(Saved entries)
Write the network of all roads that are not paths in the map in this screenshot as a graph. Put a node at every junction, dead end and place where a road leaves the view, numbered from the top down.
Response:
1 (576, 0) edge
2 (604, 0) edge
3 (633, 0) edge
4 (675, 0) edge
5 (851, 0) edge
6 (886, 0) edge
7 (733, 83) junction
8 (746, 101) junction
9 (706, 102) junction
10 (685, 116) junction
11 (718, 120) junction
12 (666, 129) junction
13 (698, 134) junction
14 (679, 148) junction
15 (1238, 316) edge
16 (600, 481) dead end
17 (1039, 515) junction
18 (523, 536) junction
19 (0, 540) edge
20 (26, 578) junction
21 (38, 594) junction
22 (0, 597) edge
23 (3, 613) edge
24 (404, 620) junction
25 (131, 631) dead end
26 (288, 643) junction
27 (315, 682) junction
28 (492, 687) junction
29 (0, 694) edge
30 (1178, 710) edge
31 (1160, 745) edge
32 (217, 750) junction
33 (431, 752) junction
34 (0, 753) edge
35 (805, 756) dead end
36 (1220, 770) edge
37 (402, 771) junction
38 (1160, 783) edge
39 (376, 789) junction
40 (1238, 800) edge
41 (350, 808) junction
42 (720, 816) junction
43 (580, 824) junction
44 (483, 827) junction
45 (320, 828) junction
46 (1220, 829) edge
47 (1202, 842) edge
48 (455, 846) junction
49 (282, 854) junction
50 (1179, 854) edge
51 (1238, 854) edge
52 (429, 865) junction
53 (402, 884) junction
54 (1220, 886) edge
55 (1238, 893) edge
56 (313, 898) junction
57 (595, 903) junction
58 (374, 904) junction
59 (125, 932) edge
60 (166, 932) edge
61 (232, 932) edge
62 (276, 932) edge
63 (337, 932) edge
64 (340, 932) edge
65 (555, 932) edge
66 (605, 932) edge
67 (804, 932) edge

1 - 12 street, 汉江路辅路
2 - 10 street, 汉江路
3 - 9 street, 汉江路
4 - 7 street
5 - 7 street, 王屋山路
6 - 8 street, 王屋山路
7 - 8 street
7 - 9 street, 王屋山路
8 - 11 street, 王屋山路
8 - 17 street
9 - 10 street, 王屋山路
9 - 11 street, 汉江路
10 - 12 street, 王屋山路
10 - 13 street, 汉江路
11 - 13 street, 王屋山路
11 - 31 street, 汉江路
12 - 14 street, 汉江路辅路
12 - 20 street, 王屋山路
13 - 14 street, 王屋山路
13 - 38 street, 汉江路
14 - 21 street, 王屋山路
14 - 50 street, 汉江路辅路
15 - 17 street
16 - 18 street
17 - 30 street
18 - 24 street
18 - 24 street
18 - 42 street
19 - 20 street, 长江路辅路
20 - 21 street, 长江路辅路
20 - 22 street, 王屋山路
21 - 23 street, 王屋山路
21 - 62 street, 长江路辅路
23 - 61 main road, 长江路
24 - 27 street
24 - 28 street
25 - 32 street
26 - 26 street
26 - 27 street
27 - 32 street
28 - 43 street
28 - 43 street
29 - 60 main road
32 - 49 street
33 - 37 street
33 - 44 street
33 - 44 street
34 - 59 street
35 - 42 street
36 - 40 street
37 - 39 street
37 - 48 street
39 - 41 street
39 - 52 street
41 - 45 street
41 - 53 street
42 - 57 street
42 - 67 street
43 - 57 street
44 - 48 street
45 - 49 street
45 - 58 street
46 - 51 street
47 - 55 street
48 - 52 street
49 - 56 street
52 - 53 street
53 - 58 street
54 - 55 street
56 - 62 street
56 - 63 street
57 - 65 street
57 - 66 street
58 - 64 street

- _TASK DIRECTIONS_: Your answer should consist of every record, printed exactly as given.

- _ANSWER TO THE PROBLEM_:
Write the network of all roads that are not paths in the map in this screenshot as a graph. Put a node at every junction, dead end and place where a road leaves the view, numbered from the top down.
Response:
1 (576, 0) edge
2 (604, 0) edge
3 (633, 0) edge
4 (675, 0) edge
5 (851, 0) edge
6 (886, 0) edge
7 (733, 83) junction
8 (746, 101) junction
9 (706, 102) junction
10 (685, 116) junction
11 (718, 120) junction
12 (666, 129) junction
13 (698, 134) junction
14 (679, 148) junction
15 (1238, 316) edge
16 (600, 481) dead end
17 (1039, 515) junction
18 (523, 536) junction
19 (0, 540) edge
20 (26, 578) junction
21 (38, 594) junction
22 (0, 597) edge
23 (3, 613) edge
24 (404, 620) junction
25 (131, 631) dead end
26 (288, 643) junction
27 (315, 682) junction
28 (492, 687) junction
29 (0, 694) edge
30 (1178, 710) edge
31 (1160, 745) edge
32 (217, 750) junction
33 (431, 752) junction
34 (0, 753) edge
35 (805, 756) dead end
36 (1220, 770) edge
37 (402, 771) junction
38 (1160, 783) edge
39 (376, 789) junction
40 (1238, 800) edge
41 (350, 808) junction
42 (720, 816) junction
43 (580, 824) junction
44 (483, 827) junction
45 (320, 828) junction
46 (1220, 829) edge
47 (1202, 842) edge
48 (455, 846) junction
49 (282, 854) junction
50 (1179, 854) edge
51 (1238, 854) edge
52 (429, 865) junction
53 (402, 884) junction
54 (1220, 886) edge
55 (1238, 893) edge
56 (313, 898) junction
57 (595, 903) junction
58 (374, 904) junction
59 (125, 932) edge
60 (166, 932) edge
61 (232, 932) edge
62 (276, 932) edge
63 (337, 932) edge
64 (340, 932) edge
65 (555, 932) edge
66 (605, 932) edge
67 (804, 932) edge

1 - 12 street, 汉江路辅路
2 - 10 street, 汉江路
3 - 9 street, 汉江路
4 - 7 street
5 - 7 street, 王屋山路
6 - 8 street, 王屋山路
7 - 8 street
7 - 9 street, 王屋山路
8 - 11 street, 王屋山路
8 - 17 street
9 - 10 street, 王屋山路
9 - 11 street, 汉江路
10 - 12 street, 王屋山路
10 - 13 street, 汉江路
11 - 13 street, 王屋山路
11 - 31 street, 汉江路
12 - 14 street, 汉江路辅路
12 - 20 street, 王屋山路
13 - 14 street, 王屋山路
13 - 38 street, 汉江路
14 - 21 street, 王屋山路
14 - 50 street, 汉江路辅路
15 - 17 street
16 - 18 street
17 - 30 street
18 - 24 street
18 - 24 street
18 - 42 street
19 - 20 street, 长江路辅路
20 - 21 street, 长江路辅路
20 - 22 street, 王屋山路
21 - 23 street, 王屋山路
21 - 62 street, 长江路辅路
23 - 61 main road, 长江路
24 - 27 street
24 - 28 street
25 - 32 street
26 - 26 street
26 - 27 street
27 - 32 street
28 - 43 street
28 - 43 street
29 - 60 main road
32 - 49 street
33 - 37 street
33 - 44 street
33 - 44 street
34 - 59 street
35 - 42 street
36 - 40 street
37 - 39 street
37 - 48 street
39 - 41 street
39 - 52 street
41 - 45 street
41 - 53 street
42 - 57 street
42 - 67 street
43 - 57 street
44 - 48 street
45 - 49 street
45 - 58 street
46 - 51 street
47 - 55 street
48 - 52 street
49 - 56 street
52 - 53 street
53 - 58 street
54 - 55 street
56 - 62 street
56 - 63 street
57 - 65 street
57 - 66 street
58 - 64 street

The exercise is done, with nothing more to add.